İstiklal'i kana bulamıştı: 3 bin yıl istendi
Cumhuriyet savcısı, saldırının faili Ahlam Albashır'ın, toplamda 7 kez ağırlaştırılmış müebbet ve 1949 yıldan 3 bin 9 yıla kadar hapisle cezalandırılmasını istedi
Beyoğlu'nda 13 Kasım 2022'de terör örgütü PKK/YPG tarafından verilen talimatla İstiklal Caddesi'ne bırakılan bombanın patlamasıyla 6 kişinin hayatını kaybettiği, 99 kişinin yaralandığı terör saldırısına ilişkin 15'i tutuklu 36 sanığın yargılandığı davada, mütalaa açıklandı.
İstanbul 13. Ağır Ceza Mahkemesi'ndeki duruşmaya, aralarında bombayı bırakan Ahlam Albashır'ın da bulunduğu 8'i tutuklu 9 sanık katıldı. Bazı tutuklu sanıklar ise duruşmaya Ses ve Görüntü Bilişim Sistemi (SEGBİS) ile bağlandı.

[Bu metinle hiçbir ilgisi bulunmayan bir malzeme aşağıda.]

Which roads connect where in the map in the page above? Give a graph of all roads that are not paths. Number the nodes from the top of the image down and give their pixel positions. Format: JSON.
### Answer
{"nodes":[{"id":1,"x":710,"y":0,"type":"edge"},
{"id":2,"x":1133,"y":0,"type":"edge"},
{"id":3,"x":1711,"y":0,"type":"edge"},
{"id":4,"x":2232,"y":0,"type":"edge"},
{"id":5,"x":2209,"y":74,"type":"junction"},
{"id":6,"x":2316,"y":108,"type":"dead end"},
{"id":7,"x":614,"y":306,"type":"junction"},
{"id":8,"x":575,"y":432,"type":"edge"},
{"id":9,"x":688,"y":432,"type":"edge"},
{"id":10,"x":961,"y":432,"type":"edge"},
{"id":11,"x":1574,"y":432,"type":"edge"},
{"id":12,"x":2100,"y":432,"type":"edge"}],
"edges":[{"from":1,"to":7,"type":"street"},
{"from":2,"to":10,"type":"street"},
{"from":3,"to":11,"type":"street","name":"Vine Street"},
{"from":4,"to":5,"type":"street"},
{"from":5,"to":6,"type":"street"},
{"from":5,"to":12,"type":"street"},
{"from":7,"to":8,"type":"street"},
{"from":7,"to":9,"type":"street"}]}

Duruşmada esasa ilişkin mütalaasını açıklayan cumhuriyet savcısı Furkan Kafalı, saldırının faili Ahlam Albashır'ın, "devletin birliğini ve ülke bütünlüğünü bozmak" suçundan ağırlaştırılmış müebbet, "silahlı terör örgütüne üye olmak" suçundan 7 yıl 6 aydan 15 yıla kadar, "tasarlayarak bombalama suretiyle çocuğa karşı kasten öldürme" suçundan ağırlaştırılmış müebbet, "tasarlayarak bombalama suretiyle kasten öldürme" suçundan 5 kez ağırlaştırılmış müebbet, 99 kişiye karşı "tasarlayarak bombalama suretiyle kasten öldürmeye teşebbüs" suçundan 1930 yıldan 2 bin 970 yıla kadar ve "tehlikeli maddelerin izinsiz olarak bulundurulması veya el değiştirilmesi" suçundan da 12 yıldan 24 yıla kadar olmak üzere 7 kez ağırlaştırılmış müebbet ve 1949 yıldan 3 bin 9 yıla kadar hapsini istedi.

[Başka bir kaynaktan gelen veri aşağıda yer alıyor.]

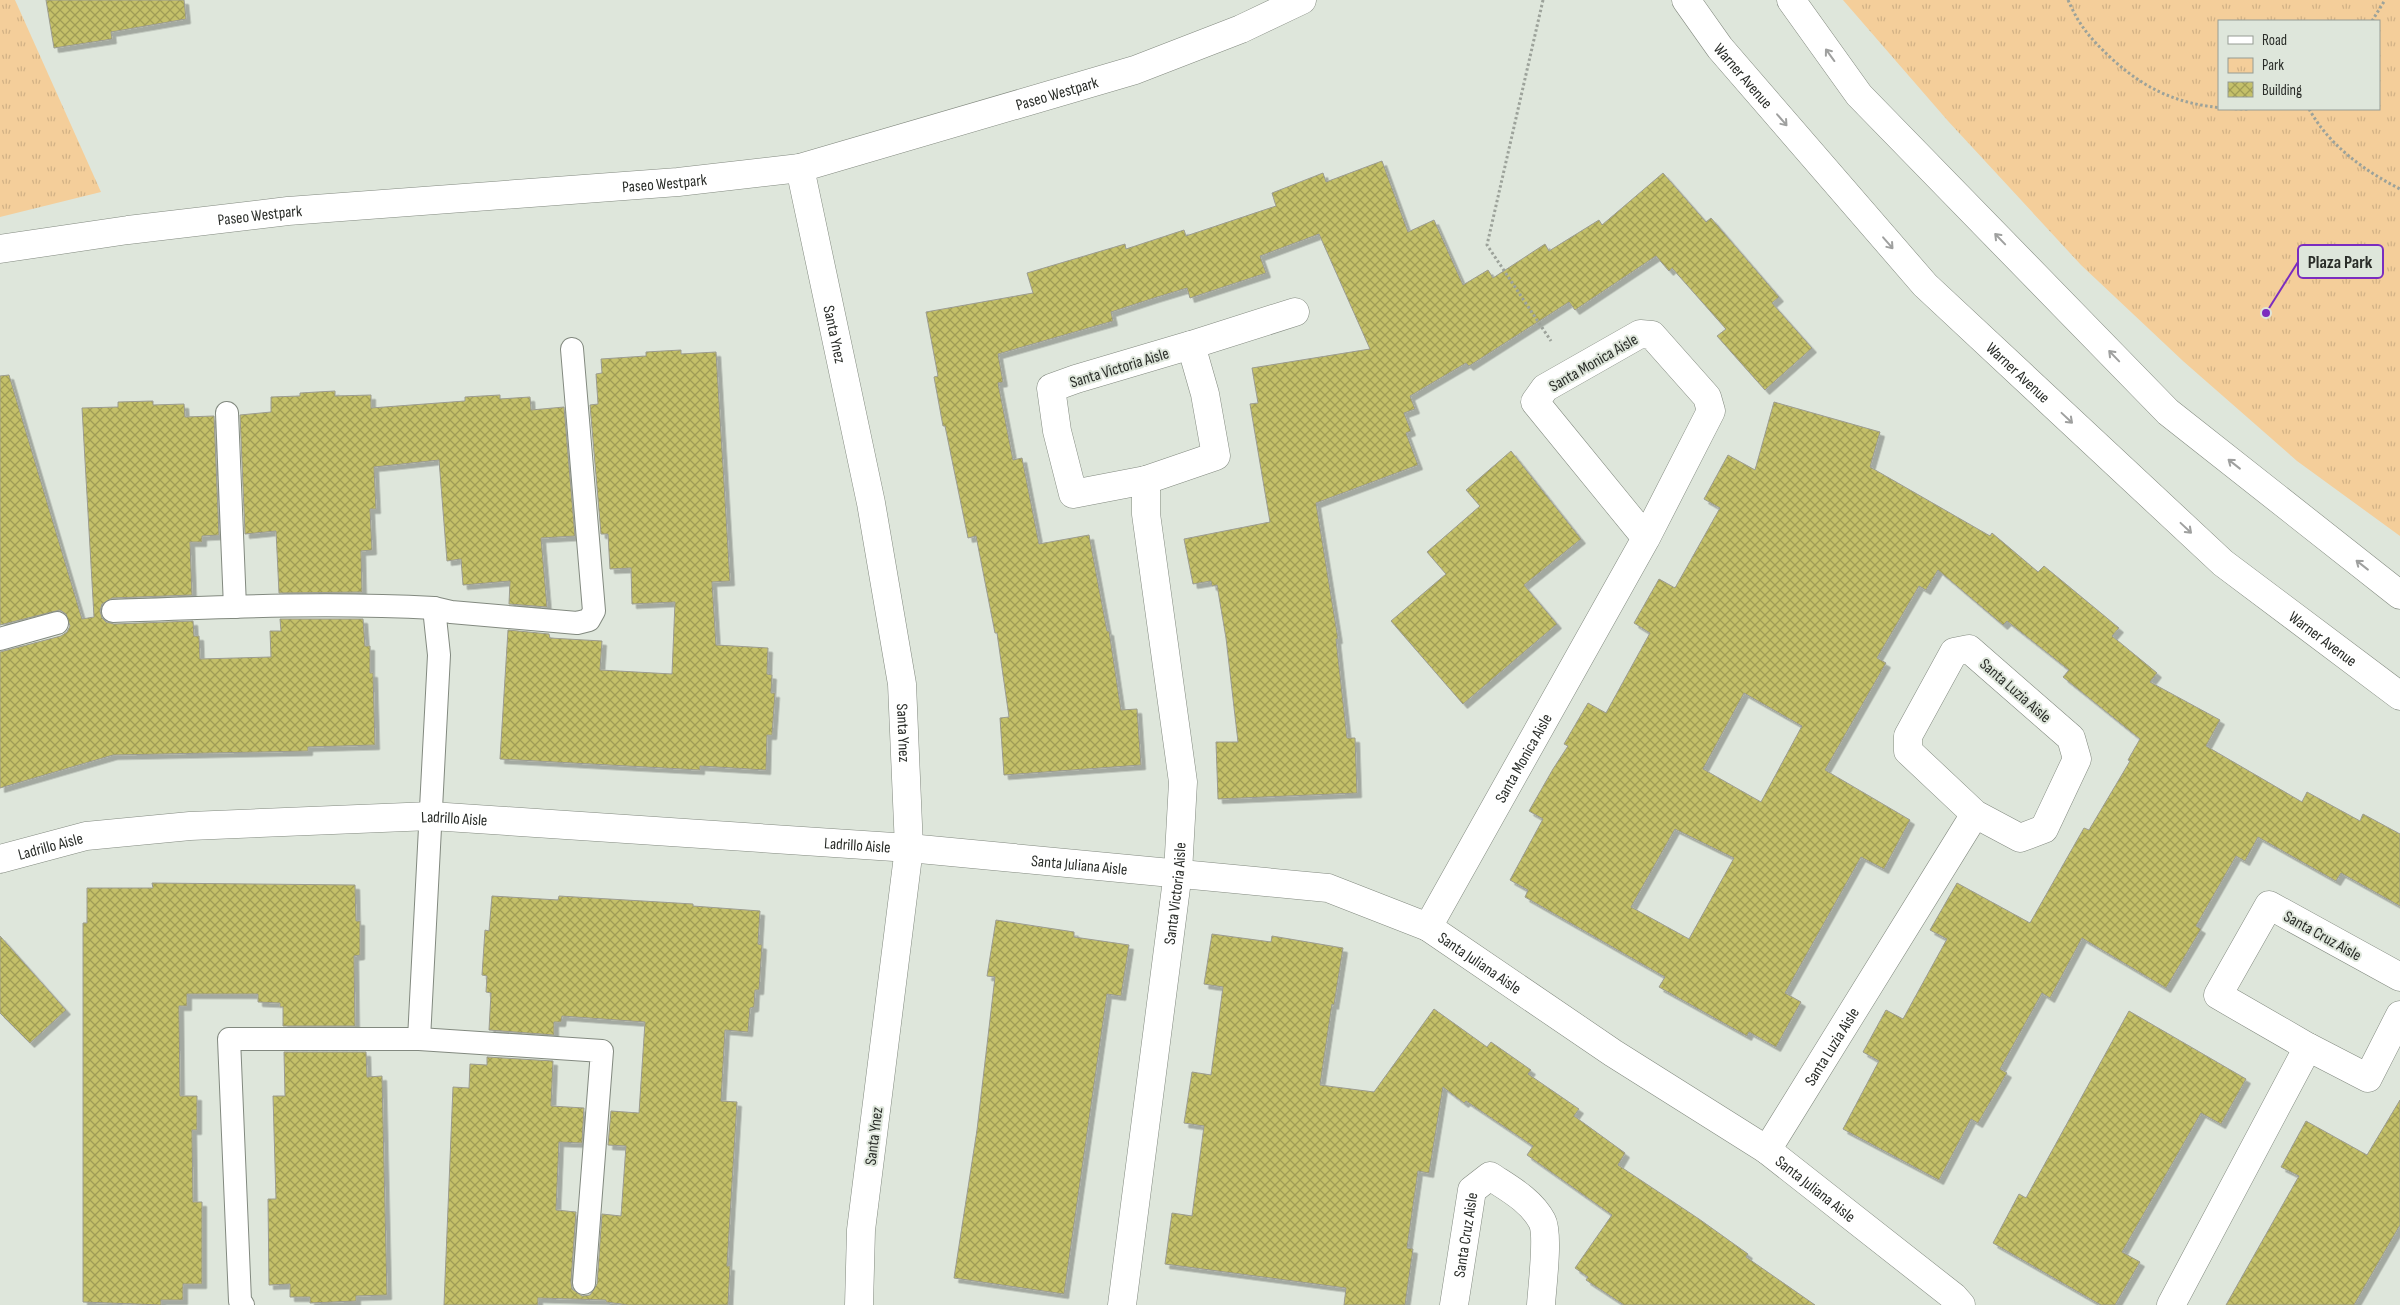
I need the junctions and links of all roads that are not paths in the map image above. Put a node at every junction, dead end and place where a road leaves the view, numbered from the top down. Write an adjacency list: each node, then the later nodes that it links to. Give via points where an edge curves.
1 (1302, 0): 4 (street, Paseo Westpark, via 1241,29 1135,70)
2 (1686, 0): 18 (street, Warner Avenue, one-way to 18, via 1720,48 1925,285 2223,563)
3 (1791, 0): 12 (street, one-way to 3, via 2168,412 1859,95)
4 (800, 168): 5 (street, Paseo Westpark, via 678,182 288,211); 21 (street, Santa Ynez, via 871,504 902,684)
5 (0, 249)
6 (1295, 312): 7 (street, Santa Victoria Aisle)
7 (1191, 346): 10 (street, Santa Victoria Aisle, via 1205,394 1216,456); 10 (street, Santa Victoria Aisle, via 1051,388 1057,431 1073,494)
8 (572, 350): 14 (lane, via 594,611 589,620 577,623)
9 (227, 413): 13 (lane)
10 (1146, 480): 23 (street, Santa Victoria Aisle, via 1146,514 1183,782)
11 (1646, 538): 11 (street, Santa Monica Aisle, via 1711,411 1707,397 1652,335 1640,334 1545,388 1535,402); 24 (street, Santa Monica Aisle)
12 (2400, 595)
13 (235, 607): 14 (lane); 15 (lane)
14 (434, 608): 20 (lane, via 439,655)
15 (113, 611)
16 (57, 623): 17 (lane)
17 (0, 639)
18 (2400, 696)
19 (1975, 814): 19 (street, Santa Luzia Aisle, via 2020,838 2044,829 2078,759 2071,738 1969,649 1954,652 1908,736 1908,751); 29 (street, Santa Luzia Aisle)
20 (432, 816): 21 (street, Ladrillo Aisle); 22 (street, Ladrillo Aisle, via 190,826 86,836); 27 (lane)
21 (909, 848): 23 (street, Santa Juliana Aisle); 32 (street, Santa Ynez, via 861,1230)
22 (0, 859)
23 (1178, 872): 24 (street, Santa Juliana Aisle, via 1328,888); 33 (street, Santa Victoria Aisle)
24 (1428, 927): 29 (street, Santa Juliana Aisle, via 1612,1053)
25 (2400, 977): 28 (street, Santa Cruz Aisle, via 2269,906 2218,996)
26 (2400, 1015): 28 (street, Santa Cruz Aisle, via 2368,1078)
27 (419, 1039): 30 (lane, via 602,1051); 31 (lane, via 229,1039 240,1301)
28 (2308, 1047): 37 (street)
29 (1767, 1150): 36 (street, Santa Juliana Aisle)
30 (584, 1283)
31 (243, 1305)
32 (859, 1305)
33 (1122, 1305)
34 (1454, 1305): 35 (street, Santa Cruz Aisle, via 1472,1190 1490,1176 1519,1194 1542,1222)
35 (1541, 1305)
36 (1961, 1305)
37 (2171, 1305)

"BOMBA OLDUĞUNU BİLMİYORDUM"
Mütalaa hakkında istenen cezanın açıklanmasının ardından söz verilen sanık Ahlam Albashır, "Onun bomba olduğunu bilmiyordum. Ahmet'in, Ammar’ın herhangi bir insanın bu konuyla alakası yok. Bana 'sadece turist olarak gidip fotoğraf çek' dediler. Bu vefat eden insanlardan dolayı ben geceleri uyuyamıyorum. Ben yetim biriyim kimsenin yetim kalmasını istemem. Elimden gelen bütün her şeyin bazı insanlara ulaşılması için elimden geleni yaptım. Suriye'ye giden şahısların yakalanması için Suriye'ye gitmek için hazırım. Rana'nın evine gittim yemek yiyordum. Fatma'nın bir süre evinde kaldım, onların terörle alakaları yok. Onlar bu olayda aldatıldı, bir suçu yok. Bana ne verirlerse itiraz etmeyeceğim." ifadelerini kullandı.
Cumhuriyet savcısı Kafalı da bunun üzerine tercümana sanık Albashır'a söylemesi için "Sadece aldatıldığı konusundan bir bahisle az önce yetim bıraktığı çocuklardan bahsetti, vicdanı varsa uyuyamasın." dedi.